- Task statement
Where a line below includes the word "Savani", copy that line.

########

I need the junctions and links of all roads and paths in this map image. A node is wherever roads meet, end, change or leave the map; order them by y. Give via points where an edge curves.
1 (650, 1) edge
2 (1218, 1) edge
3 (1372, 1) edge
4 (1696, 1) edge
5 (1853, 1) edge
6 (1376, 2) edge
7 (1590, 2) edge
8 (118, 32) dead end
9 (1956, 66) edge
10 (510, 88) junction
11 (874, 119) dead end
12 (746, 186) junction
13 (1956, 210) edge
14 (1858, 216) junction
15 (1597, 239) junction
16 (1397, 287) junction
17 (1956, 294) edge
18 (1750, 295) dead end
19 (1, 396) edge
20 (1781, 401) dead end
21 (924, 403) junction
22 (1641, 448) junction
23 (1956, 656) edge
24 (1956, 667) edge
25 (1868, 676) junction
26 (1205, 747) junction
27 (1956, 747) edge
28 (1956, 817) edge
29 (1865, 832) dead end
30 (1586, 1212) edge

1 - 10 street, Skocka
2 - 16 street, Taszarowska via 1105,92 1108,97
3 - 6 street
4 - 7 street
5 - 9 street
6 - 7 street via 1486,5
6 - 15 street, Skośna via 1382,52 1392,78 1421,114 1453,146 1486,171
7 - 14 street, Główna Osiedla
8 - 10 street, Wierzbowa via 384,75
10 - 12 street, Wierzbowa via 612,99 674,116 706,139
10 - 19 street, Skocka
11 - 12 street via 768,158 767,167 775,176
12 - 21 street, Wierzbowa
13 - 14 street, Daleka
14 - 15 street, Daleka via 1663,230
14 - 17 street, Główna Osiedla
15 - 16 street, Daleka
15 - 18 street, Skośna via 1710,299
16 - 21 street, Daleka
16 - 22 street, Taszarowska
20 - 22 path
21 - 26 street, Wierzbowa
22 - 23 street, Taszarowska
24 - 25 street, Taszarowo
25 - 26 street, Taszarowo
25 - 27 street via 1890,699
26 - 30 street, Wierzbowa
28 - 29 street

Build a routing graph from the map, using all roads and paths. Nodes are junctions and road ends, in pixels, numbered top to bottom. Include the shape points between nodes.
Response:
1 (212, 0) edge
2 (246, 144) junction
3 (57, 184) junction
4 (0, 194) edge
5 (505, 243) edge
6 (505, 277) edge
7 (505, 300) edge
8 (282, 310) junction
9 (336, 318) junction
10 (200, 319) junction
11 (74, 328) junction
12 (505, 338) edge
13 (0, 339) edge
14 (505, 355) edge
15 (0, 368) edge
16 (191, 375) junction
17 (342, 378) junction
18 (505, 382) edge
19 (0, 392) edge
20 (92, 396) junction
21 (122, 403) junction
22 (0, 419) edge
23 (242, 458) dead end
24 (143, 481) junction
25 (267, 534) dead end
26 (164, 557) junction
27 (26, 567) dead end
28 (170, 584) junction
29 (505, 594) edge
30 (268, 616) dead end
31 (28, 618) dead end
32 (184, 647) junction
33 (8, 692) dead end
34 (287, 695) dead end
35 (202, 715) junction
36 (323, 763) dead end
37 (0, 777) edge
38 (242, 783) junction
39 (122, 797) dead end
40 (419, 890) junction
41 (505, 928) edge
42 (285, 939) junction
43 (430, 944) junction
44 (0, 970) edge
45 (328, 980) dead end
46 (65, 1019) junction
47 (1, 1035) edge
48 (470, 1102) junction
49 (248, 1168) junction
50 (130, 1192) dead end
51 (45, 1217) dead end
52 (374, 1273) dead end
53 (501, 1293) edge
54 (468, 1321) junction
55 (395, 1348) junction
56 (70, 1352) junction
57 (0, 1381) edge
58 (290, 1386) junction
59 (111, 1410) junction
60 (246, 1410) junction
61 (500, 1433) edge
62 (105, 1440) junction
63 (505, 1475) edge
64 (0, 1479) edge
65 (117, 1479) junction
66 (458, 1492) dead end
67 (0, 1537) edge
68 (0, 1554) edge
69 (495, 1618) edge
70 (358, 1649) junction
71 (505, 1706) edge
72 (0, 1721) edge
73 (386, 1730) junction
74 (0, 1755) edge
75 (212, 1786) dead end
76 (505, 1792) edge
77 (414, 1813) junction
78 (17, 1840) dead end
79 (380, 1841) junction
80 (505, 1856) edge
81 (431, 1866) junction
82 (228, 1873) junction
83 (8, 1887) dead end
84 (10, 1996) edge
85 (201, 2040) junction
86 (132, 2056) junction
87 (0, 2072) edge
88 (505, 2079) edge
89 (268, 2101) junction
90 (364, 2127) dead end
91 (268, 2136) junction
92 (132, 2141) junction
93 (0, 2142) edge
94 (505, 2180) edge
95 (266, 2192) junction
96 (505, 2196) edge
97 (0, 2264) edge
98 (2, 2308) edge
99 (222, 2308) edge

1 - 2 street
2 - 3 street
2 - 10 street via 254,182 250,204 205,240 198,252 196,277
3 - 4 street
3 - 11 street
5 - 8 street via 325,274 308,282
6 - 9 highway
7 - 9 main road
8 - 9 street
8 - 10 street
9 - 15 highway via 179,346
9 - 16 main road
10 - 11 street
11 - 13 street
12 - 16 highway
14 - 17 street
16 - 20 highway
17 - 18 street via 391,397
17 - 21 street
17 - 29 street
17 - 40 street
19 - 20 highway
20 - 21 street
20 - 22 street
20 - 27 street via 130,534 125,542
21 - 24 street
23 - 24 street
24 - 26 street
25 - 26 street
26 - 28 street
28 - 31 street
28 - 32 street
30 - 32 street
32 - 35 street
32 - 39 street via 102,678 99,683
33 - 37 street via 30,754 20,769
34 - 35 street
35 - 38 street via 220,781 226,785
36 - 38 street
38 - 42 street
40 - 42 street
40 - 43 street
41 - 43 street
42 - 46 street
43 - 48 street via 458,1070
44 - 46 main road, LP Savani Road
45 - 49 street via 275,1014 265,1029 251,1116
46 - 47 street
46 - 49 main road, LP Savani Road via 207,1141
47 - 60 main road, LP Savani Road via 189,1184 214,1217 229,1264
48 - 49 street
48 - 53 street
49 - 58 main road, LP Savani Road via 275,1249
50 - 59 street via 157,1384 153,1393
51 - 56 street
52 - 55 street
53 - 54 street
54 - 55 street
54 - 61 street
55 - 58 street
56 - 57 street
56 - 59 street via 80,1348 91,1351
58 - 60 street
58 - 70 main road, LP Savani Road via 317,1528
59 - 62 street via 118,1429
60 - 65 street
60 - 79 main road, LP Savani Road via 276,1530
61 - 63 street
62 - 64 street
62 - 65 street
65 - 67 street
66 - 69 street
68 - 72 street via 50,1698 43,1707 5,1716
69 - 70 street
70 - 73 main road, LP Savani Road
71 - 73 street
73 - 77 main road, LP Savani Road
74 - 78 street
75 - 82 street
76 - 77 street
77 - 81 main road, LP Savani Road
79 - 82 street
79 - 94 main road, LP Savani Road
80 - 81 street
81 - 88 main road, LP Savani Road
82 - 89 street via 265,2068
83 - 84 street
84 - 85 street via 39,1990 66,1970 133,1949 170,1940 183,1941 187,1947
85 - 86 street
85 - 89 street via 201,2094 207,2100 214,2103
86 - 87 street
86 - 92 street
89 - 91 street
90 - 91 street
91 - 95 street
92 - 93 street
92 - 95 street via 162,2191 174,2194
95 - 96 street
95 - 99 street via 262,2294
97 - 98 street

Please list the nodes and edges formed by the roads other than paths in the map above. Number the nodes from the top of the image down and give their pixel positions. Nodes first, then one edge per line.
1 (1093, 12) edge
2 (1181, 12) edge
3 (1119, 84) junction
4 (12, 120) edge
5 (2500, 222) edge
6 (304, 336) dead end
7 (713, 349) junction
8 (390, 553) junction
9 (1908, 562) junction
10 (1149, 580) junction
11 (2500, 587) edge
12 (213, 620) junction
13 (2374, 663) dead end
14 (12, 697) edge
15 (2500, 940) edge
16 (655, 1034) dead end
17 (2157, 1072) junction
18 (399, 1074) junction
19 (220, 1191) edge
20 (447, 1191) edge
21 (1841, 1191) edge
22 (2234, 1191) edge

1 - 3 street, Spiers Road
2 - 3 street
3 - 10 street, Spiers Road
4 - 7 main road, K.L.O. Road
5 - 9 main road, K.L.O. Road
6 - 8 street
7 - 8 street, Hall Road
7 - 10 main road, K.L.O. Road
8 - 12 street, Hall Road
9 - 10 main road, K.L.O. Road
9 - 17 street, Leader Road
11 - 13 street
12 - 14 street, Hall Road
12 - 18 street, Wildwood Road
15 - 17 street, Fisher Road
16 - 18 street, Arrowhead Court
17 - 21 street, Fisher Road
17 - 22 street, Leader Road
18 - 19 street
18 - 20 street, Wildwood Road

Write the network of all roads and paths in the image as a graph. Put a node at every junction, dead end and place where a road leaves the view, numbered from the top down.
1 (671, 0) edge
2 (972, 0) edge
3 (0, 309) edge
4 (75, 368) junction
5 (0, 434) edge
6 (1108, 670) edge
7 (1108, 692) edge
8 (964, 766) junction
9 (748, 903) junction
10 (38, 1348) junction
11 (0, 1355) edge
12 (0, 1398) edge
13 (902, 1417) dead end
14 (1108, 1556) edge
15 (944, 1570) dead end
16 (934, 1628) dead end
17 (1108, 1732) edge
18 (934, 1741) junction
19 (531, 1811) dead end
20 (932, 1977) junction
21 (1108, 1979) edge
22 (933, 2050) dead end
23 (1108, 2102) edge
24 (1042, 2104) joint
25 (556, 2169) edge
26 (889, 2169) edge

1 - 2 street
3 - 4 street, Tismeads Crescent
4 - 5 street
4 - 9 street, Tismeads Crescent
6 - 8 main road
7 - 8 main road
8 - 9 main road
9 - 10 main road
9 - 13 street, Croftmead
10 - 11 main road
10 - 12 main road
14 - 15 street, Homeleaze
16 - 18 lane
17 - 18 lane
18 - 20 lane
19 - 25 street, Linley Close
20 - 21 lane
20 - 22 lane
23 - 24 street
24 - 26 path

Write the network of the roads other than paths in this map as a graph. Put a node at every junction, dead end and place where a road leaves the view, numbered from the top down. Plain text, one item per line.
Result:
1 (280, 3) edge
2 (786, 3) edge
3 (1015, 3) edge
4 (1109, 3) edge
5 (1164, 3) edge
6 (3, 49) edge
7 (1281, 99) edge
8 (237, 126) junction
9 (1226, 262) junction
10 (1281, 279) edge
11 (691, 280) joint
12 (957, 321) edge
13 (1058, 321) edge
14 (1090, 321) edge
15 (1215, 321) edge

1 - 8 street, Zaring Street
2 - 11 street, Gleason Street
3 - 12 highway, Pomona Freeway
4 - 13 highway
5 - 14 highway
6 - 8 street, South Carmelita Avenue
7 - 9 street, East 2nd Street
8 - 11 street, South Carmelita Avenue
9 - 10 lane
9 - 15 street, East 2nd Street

########

- Task response
44 - 46 main road, LP Savani Road
46 - 49 main road, LP Savani Road via 207,1141
47 - 60 main road, LP Savani Road via 189,1184 214,1217 229,1264
49 - 58 main road, LP Savani Road via 275,1249
58 - 70 main road, LP Savani Road via 317,1528
60 - 79 main road, LP Savani Road via 276,1530
70 - 73 main road, LP Savani Road
73 - 77 main road, LP Savani Road
77 - 81 main road, LP Savani Road
79 - 94 main road, LP Savani Road
81 - 88 main road, LP Savani Road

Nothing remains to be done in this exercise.